[Information shown Boundary: Start]

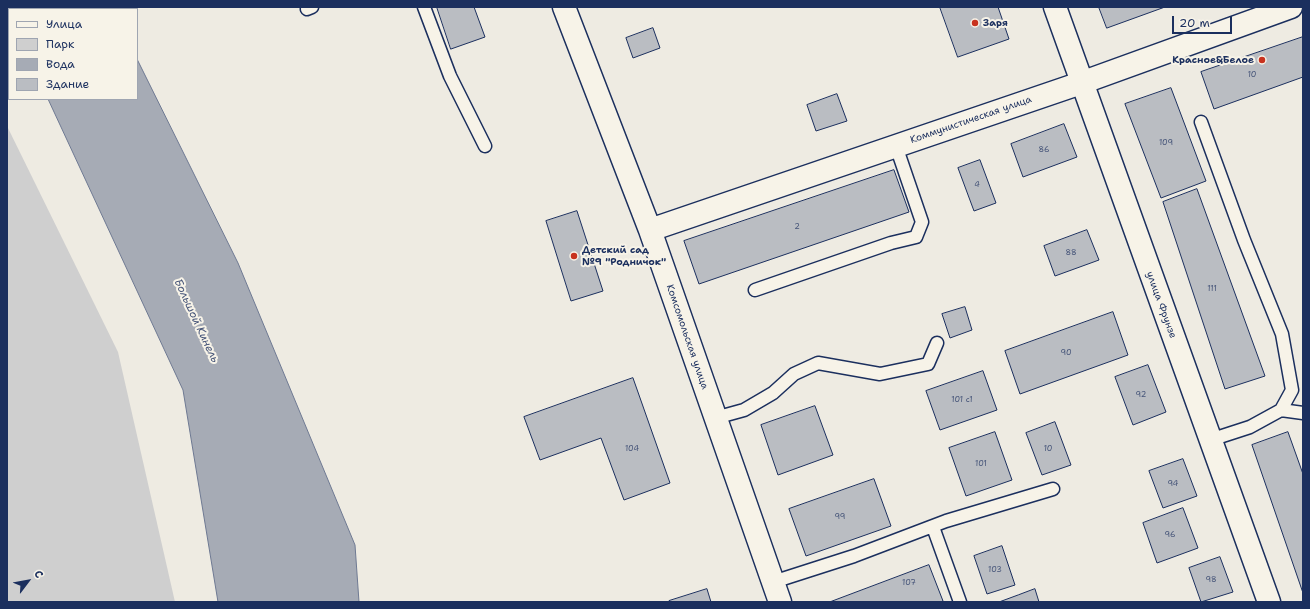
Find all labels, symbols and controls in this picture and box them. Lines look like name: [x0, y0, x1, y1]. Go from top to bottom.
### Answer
legend: [8, 8, 138, 100]
scale bar: [1174, 8, 1234, 34]
text: 20 m: [1179, 15, 1210, 31]
text: Улица: [46, 16, 82, 32]
place label: Заря: [983, 17, 1008, 29]
marker: Заря: [970, 18, 980, 28]
text: Парк: [46, 36, 74, 52]
place label: Красное&Белое: [1172, 54, 1254, 66]
marker: Красное&Белое: [1257, 55, 1267, 65]
text: Вода: [46, 56, 75, 72]
house number: 10: [1248, 70, 1256, 80]
text: Здание: [46, 76, 89, 92]
street label: Коммунистическая улица: [909, 94, 1033, 146]
house number: 109: [1159, 138, 1173, 148]
house number: 86: [1039, 145, 1049, 155]
house number: 4: [974, 180, 980, 190]
house number: 2: [794, 222, 800, 232]
place label: Детский сад №9 "Родничок": [582, 244, 666, 268]
house number: 88: [1065, 248, 1077, 258]
marker: Детский сад №9 "Родничок": [569, 251, 579, 261]
street label: улица Фрунзе: [1143, 270, 1179, 340]
water label: Большой Кинель: [171, 277, 221, 365]
street label: Комсомольская улица: [663, 283, 711, 391]
house number: 111: [1207, 284, 1217, 294]
house number: 90: [1060, 348, 1072, 358]
house number: 92: [1136, 390, 1146, 400]
house number: 101 с1: [951, 395, 973, 405]
house number: 104: [625, 444, 639, 454]
house number: 10: [1044, 444, 1052, 454]
house number: 101: [975, 459, 987, 469]
house number: 94: [1168, 479, 1178, 489]
house number: 99: [835, 512, 845, 522]
house number: 96: [1164, 530, 1176, 540]
north arrow: [8, 561, 48, 601]
house number: 103: [988, 565, 1002, 575]
text: С: [30, 568, 47, 581]
house number: 98: [1205, 575, 1217, 585]
house number: 107: [902, 578, 916, 588]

[Information shown Boundary: End]

Assigned task: Down to the last line, return the entries above exactly, with no pictures.

Your solution:
Find all labels, symbols and controls in this picture and box them. Lines look like name: [x0, y0, x1, y1]. Go from top to bottom.
### Answer
legend: [8, 8, 138, 100]
scale bar: [1174, 8, 1234, 34]
text: 20 m: [1179, 15, 1210, 31]
text: Улица: [46, 16, 82, 32]
place label: Заря: [983, 17, 1008, 29]
marker: Заря: [970, 18, 980, 28]
text: Парк: [46, 36, 74, 52]
place label: Красное&Белое: [1172, 54, 1254, 66]
marker: Красное&Белое: [1257, 55, 1267, 65]
text: Вода: [46, 56, 75, 72]
house number: 10: [1248, 70, 1256, 80]
text: Здание: [46, 76, 89, 92]
street label: Коммунистическая улица: [909, 94, 1033, 146]
house number: 109: [1159, 138, 1173, 148]
house number: 86: [1039, 145, 1049, 155]
house number: 4: [974, 180, 980, 190]
house number: 2: [794, 222, 800, 232]
place label: Детский сад №9 "Родничок": [582, 244, 666, 268]
house number: 88: [1065, 248, 1077, 258]
marker: Детский сад №9 "Родничок": [569, 251, 579, 261]
street label: улица Фрунзе: [1143, 270, 1179, 340]
water label: Большой Кинель: [171, 277, 221, 365]
street label: Комсомольская улица: [663, 283, 711, 391]
house number: 111: [1207, 284, 1217, 294]
house number: 90: [1060, 348, 1072, 358]
house number: 92: [1136, 390, 1146, 400]
house number: 101 с1: [951, 395, 973, 405]
house number: 104: [625, 444, 639, 454]
house number: 10: [1044, 444, 1052, 454]
house number: 101: [975, 459, 987, 469]
house number: 94: [1168, 479, 1178, 489]
house number: 99: [835, 512, 845, 522]
house number: 96: [1164, 530, 1176, 540]
north arrow: [8, 561, 48, 601]
house number: 103: [988, 565, 1002, 575]
text: С: [30, 568, 47, 581]
house number: 98: [1205, 575, 1217, 585]
house number: 107: [902, 578, 916, 588]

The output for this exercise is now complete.